I could talk about how those scenes are handled, but an adult who picks up our books would have full understanding of the nuances – that the sex is not just titillating, and the first-hand accounts of murders are from someone who is deeply disturbed and doesn’t know how to handle his emotions other than in a destructive manner.
What is impossible to know is at what age a teen is also able to pick up on those nuances. This is why we have warnings on our digital sales pages recommending our content for ages 16 and older. We also make use of Amazon’s reading age feature when uploading to KDP.
To illustrate the point that this is also something that happens even with internet sales, the vampire book in question once received a one-star review accusing the author of “living out their sick twisted fantasies” by writing them in the book. When we read that review – ignoring the absurdity of it – we thought that was the best content warning anyone could ever have put up. (Sadly Amazon removed it in one of their first review purges. We wished we could have contacted them to have it put back, one-star and all.)
Lastly, it’s worth mentioning that the sexual content – not the violence – is what gets a parent to put our books back on the table. Violence is so common in fictional media, many parents don’t even pause to ask about it. Not even as a follow up to a question about sexual content.
Things to take away from this post: Don’t worry about any of this while you are writing. Your stories are your stories, whatever dark, gritty, or tantalizing content is in them. Just be sure in subsequent drafts that those scenes achieve a larger purpose other than simply being there for shock value, or to be gratuitous or titillating.
Because one day you might find yourself in this position: I thought a buyer was purchasing a book for themselves. There was no discussion otherwise, so it seemed a safe assumption. After money and product changed hands, they stepped away from the table and handed the book to a kid. They were maybe 13 or 14 and probably loved Twilight or something. Before I could get the parent’s attention again, they were already moving on to the next place they wanted to be. The cover of the book in question features a serious-faced representation of the protagonist, holding his sword aloft, showing off that his name is stamped on the folded steel. And the back cover description only teases – honestly, but subtly – at what kind of monster the protagonist is.
I don’t know what happened later, and maybe the kid never read the book anyway. But that was definitely a moment where I would rather not have made the sale.
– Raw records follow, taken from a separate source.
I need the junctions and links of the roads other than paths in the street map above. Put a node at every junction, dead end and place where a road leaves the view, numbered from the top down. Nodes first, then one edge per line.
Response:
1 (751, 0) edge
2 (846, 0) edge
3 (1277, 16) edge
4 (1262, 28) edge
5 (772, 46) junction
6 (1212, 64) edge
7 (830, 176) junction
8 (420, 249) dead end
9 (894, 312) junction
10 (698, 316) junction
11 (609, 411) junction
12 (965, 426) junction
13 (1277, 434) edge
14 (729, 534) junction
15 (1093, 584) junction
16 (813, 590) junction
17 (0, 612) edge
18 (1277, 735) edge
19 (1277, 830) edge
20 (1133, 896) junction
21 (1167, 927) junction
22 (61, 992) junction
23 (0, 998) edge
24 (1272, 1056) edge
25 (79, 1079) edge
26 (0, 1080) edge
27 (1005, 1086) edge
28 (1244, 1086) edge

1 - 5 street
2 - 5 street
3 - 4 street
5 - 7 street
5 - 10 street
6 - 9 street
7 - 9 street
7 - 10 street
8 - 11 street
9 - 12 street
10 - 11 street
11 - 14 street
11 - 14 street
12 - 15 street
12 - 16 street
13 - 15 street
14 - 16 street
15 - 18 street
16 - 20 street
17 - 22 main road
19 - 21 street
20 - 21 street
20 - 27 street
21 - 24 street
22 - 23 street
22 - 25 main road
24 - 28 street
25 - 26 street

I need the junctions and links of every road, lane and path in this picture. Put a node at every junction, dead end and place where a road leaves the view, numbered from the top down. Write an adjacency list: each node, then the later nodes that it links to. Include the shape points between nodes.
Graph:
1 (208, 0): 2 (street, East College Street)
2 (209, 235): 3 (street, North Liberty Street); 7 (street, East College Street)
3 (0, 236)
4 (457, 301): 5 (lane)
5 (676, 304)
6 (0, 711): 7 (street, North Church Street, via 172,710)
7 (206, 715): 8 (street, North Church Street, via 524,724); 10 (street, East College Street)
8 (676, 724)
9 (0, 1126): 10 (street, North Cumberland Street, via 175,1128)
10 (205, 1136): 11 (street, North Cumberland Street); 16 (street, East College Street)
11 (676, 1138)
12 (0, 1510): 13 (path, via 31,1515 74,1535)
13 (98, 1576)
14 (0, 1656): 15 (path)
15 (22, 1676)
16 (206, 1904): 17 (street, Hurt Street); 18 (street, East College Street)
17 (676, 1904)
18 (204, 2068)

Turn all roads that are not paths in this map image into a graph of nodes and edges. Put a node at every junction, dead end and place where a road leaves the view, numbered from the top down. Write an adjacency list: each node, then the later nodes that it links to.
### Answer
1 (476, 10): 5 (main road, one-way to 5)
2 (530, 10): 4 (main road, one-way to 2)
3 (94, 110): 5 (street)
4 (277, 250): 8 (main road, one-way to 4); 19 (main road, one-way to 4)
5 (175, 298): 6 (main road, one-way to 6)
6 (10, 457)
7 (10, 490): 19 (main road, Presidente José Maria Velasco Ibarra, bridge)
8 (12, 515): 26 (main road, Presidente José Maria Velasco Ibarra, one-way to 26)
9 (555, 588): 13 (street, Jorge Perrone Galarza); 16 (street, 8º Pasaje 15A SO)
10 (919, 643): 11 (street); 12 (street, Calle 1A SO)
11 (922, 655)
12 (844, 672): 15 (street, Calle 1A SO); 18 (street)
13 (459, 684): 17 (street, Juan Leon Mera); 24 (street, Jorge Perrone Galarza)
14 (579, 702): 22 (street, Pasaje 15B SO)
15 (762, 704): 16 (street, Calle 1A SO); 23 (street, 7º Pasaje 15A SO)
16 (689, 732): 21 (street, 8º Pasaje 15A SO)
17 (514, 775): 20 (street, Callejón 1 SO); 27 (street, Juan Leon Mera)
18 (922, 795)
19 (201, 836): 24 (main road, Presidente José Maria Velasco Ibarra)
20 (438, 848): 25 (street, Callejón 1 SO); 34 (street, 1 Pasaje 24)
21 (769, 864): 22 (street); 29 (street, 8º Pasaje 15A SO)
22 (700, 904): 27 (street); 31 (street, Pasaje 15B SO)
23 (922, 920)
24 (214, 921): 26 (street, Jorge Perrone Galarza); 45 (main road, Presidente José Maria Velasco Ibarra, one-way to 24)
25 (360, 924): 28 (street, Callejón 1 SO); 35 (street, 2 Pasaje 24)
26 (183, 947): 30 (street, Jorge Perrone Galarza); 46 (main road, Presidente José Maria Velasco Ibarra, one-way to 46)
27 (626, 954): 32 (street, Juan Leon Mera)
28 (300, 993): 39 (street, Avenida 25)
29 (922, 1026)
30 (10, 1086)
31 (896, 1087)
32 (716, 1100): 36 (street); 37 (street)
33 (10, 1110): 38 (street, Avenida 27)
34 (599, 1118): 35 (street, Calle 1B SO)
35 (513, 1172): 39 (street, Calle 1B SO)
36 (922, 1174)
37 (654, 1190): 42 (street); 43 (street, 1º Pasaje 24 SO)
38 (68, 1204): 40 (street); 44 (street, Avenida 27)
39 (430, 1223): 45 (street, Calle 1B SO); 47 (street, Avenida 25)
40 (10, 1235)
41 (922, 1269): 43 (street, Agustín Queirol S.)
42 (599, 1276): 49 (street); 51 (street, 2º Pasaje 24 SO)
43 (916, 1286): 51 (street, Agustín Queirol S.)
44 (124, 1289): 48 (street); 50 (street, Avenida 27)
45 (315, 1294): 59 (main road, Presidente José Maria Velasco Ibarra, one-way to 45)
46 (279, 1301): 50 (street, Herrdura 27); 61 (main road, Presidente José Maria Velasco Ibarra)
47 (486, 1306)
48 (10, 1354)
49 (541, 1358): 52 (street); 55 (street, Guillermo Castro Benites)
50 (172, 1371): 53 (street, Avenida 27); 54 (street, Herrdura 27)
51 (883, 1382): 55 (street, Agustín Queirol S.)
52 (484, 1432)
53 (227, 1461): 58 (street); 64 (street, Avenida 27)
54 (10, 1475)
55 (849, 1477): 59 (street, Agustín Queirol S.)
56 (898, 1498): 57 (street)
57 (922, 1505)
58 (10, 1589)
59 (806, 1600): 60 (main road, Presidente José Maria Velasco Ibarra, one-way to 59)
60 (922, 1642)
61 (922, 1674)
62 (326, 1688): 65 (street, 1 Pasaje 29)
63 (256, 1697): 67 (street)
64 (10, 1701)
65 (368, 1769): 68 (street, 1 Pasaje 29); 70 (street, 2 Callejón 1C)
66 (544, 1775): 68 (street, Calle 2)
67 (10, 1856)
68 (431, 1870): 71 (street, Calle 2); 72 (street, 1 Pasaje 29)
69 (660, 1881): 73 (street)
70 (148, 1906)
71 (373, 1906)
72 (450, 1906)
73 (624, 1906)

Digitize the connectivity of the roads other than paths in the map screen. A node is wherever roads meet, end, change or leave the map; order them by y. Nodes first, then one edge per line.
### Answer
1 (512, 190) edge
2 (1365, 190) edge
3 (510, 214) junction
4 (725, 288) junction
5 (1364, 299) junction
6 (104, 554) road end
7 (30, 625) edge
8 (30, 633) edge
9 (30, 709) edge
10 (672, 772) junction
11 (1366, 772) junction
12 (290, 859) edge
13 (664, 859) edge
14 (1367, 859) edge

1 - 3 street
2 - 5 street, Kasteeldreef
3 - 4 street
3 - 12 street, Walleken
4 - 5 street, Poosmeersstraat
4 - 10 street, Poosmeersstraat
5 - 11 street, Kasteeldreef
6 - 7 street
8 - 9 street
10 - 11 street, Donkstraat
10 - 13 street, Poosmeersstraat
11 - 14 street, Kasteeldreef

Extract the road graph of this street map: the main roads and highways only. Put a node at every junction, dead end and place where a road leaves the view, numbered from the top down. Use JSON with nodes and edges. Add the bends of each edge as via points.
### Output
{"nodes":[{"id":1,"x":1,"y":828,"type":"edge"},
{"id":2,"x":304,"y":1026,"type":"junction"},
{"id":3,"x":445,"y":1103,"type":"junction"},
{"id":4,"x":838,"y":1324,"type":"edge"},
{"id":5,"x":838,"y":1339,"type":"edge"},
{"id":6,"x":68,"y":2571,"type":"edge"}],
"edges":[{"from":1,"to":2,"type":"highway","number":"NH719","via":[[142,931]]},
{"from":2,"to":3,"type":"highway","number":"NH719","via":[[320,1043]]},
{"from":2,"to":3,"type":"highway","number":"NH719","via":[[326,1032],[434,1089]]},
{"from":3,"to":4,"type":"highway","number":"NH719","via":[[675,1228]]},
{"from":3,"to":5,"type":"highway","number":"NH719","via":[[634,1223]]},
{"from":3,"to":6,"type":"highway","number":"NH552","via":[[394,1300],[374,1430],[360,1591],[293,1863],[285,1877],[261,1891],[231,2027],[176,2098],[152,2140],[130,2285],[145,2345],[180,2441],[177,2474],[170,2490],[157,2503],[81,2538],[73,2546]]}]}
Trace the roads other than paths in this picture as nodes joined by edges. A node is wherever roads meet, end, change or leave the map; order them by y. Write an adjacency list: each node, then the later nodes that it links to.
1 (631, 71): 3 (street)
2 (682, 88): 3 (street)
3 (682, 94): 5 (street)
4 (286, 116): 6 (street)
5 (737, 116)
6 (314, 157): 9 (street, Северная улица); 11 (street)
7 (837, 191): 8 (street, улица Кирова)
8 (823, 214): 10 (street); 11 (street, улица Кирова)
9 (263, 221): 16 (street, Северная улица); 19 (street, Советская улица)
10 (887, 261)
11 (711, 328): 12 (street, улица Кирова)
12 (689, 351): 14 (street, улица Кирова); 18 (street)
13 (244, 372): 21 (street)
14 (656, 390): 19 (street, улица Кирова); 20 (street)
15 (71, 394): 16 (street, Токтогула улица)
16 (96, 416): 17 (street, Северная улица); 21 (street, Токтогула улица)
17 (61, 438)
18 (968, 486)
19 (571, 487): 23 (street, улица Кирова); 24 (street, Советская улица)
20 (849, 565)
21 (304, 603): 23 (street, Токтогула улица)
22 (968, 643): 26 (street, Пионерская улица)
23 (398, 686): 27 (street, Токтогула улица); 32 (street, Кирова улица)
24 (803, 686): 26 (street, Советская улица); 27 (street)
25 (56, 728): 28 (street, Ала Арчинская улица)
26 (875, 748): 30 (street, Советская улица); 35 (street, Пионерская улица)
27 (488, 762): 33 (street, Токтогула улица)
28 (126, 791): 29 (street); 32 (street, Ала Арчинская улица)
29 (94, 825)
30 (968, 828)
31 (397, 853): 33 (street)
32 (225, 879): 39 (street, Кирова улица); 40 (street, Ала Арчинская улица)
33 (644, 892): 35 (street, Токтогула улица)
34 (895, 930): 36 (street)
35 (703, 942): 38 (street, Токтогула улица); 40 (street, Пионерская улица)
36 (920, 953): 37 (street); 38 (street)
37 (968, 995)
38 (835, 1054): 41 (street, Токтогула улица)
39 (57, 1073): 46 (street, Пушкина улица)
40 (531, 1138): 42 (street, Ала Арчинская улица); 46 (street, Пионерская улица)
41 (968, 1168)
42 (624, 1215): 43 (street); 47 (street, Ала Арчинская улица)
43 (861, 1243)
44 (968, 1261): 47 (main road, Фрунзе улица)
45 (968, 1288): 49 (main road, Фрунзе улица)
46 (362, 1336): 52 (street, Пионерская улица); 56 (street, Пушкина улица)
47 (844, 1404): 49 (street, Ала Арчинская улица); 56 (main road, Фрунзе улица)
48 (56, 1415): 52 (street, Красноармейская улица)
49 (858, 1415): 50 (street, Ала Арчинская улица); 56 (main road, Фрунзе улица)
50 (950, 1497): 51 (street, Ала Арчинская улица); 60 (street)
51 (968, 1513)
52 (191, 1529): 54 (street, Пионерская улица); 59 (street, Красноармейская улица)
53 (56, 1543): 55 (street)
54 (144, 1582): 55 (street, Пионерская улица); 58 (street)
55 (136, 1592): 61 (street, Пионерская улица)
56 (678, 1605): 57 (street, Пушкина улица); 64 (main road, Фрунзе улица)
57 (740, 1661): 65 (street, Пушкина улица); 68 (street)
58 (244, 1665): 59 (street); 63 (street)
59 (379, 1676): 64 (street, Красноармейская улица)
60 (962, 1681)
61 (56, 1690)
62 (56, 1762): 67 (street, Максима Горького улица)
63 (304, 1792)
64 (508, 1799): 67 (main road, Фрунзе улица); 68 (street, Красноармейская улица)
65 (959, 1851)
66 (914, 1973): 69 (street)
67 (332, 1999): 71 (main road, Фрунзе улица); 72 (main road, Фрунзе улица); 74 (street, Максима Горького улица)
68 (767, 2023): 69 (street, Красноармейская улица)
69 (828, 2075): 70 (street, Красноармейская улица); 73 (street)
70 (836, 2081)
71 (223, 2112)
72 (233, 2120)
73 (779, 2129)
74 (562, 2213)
Have you ever paused and put yourself in the shoes of a reader, and thought about your stories in terms of the violence and sex that is in them? Do you think your stories are on par with the genre you write in, and if so, are you comfortable that your work might be the first place someone encounters such content? When working on second drafts, has there ever been a scene that gave you pause, and if so for what reason? The comments are always open.